A Christian friend who is going to be married soon was asking me a few questions. They were smart questions because he’s a smart man, and they were Godly questions because he’s a Godly man. And as he asked them and as I thought about them, a consideration about how we answer questions like his as married Christians presented itself.
Those of us who are married should resist the temptation to play the varsity team, “that’s cute that you’re all smiles, kid, but give it a few years” song and dance routine for our engaged Christian counterparts. If you’re like me that’s a temptation, and if you’re like me that’s pride.
The reality is that there are two (at least) things about Godly, Holy Spirit indwelt marriage that can and should be communicated to people seeking it or soon entering into it: It is incredibly wonderful and it is incredibly hard. They should be allowed, and encouraged, to be excited about romance and intimacy and learning the other person and sex and having children and worshiping God as a family. These are good things, and it would be sinful of us to be condescending or envious about someone’s pre-wedding excitement and anticipation of them. At the same time, it is difficult for two selfish people still in the midst of being conformed to the image of Christ, still putting to death the deeds of their own flesh and (presumably) never having devoted themselves to one person wholly in body and soul for life, to merge habits, communication styles, dreams, desires, and extended families. And the soon-to-be-married-in-Christ deserve to know about that, too.
The person who is highly optimistic, who is grinning or excited 90% of the time about an upcoming wedding or who is thinking nearly constantly about finding a husband or wife many need to be reminded or taught that marriage can involve bankruptcy, miscommunications, serious disease, miscarriages, sinful sexual temptations, layoffs, or fights with in-laws. We shouldn’t want our friends devastated later, or hoping for some sort of perfect domestic existence that doesn’t exist.
But there are also anxious young Christians, unsure of whether they should look for a spouse or worried about their upcoming nuptials. These sorts of people probably need to be encouraged with the beauty of marriage. They would do well to hear about the indescribable combination of freedom and safety in being known inside and out by another soul who has promised to stay with you and love you for life, someone who knows the shape of your shoulders and the way you look when brushing your teeth and what makes you laugh hardest. It’d do their hearts good to hear from us about the beauty of loving the Lord Jesus with your spouse in the midst of bad times, of discovering new ways He provides as a couple, of holding your newborn child for the first time, or of seeing your child saved and brought to faith and repentance and eternal life.
I should keep the other person’s sanctification and future marital happiness in the front of my mind when I’m with a single believer asking marriage questions. It shouldn’t be my chance to feel smug or grown up. There are fun, joy, beauty, challenge, hardship, disaster, and increased faith in Godly marriage. I need to know the person across the table from me and I need to know their personal situation before I can have an idea of what they need to hear about most. If my advice is really Christian, it should have the other person’s good and the glory of God as its goal, not my desire to pat someone on the head and feel like a hot-shot adult who’s at the big boy table of the already-married.

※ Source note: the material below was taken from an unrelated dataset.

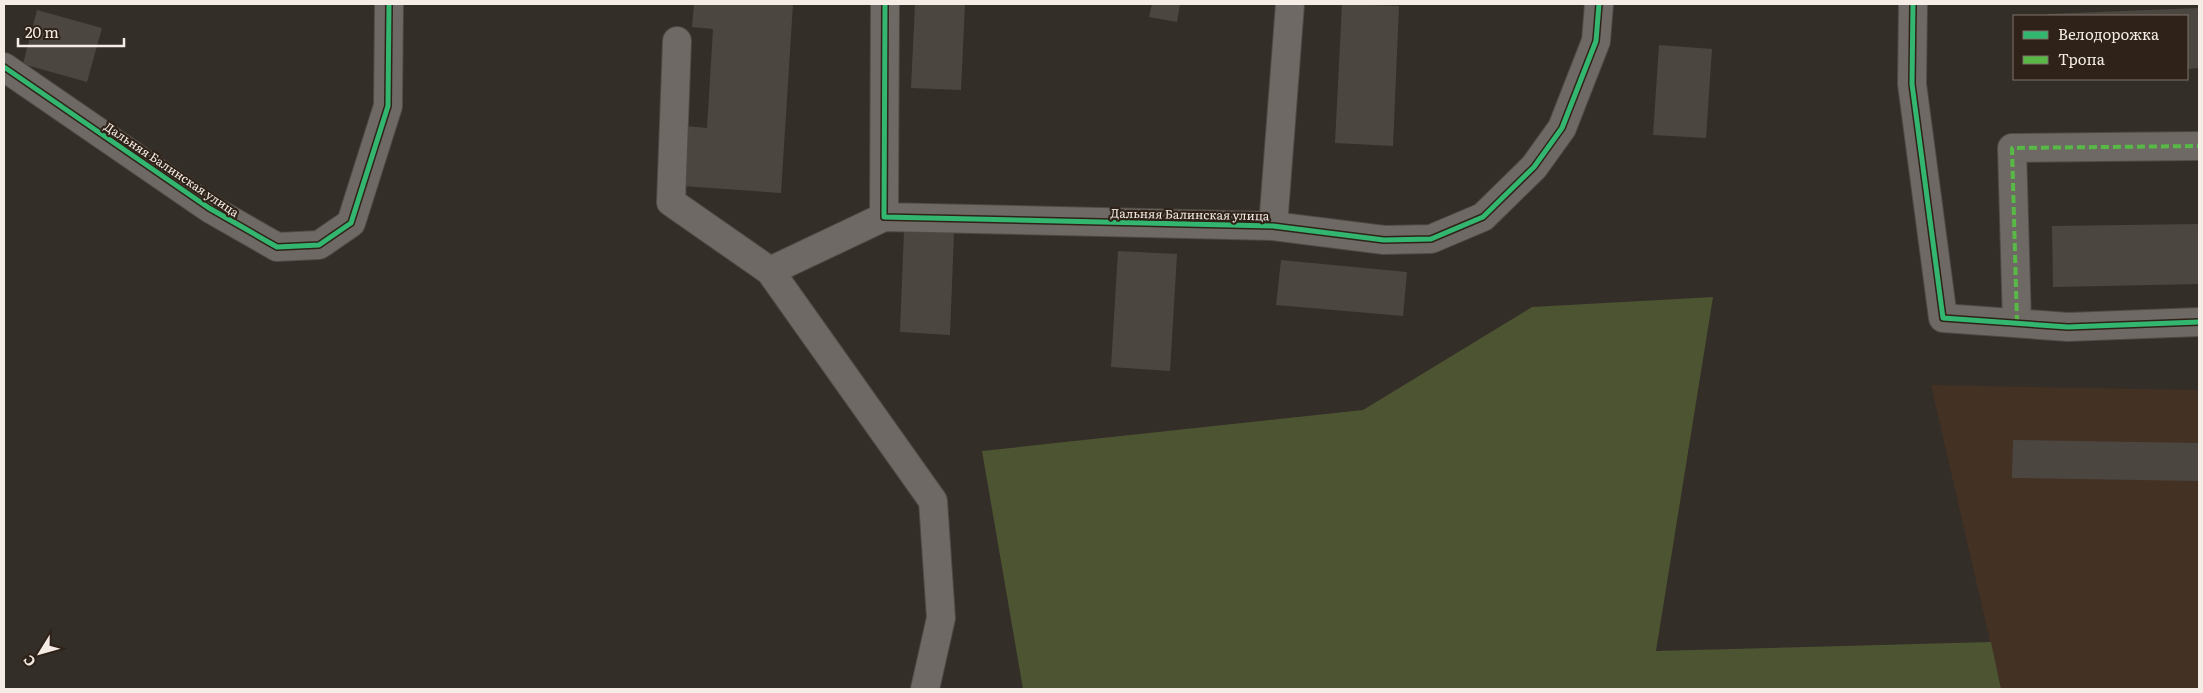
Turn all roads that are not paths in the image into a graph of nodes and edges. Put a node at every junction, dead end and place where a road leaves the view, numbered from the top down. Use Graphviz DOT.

I’ll close with Paul’s pastoral advice to Titus, pastor of the church on Crete (from chapter 2):
“Older women likewise are to be reverent in behavior, not slanderers or slaves to much wine. They are to teach what is good, and so train the young women to love their husbands and children, to be self-controlled, pure, working at home, kind, and submissive to their own husbands, that the word of God may not be reviled. Likewise, urge the younger men to be self-controlled. Show yourself in all respects to be a model of good works, and in your teaching show integrity, dignity.”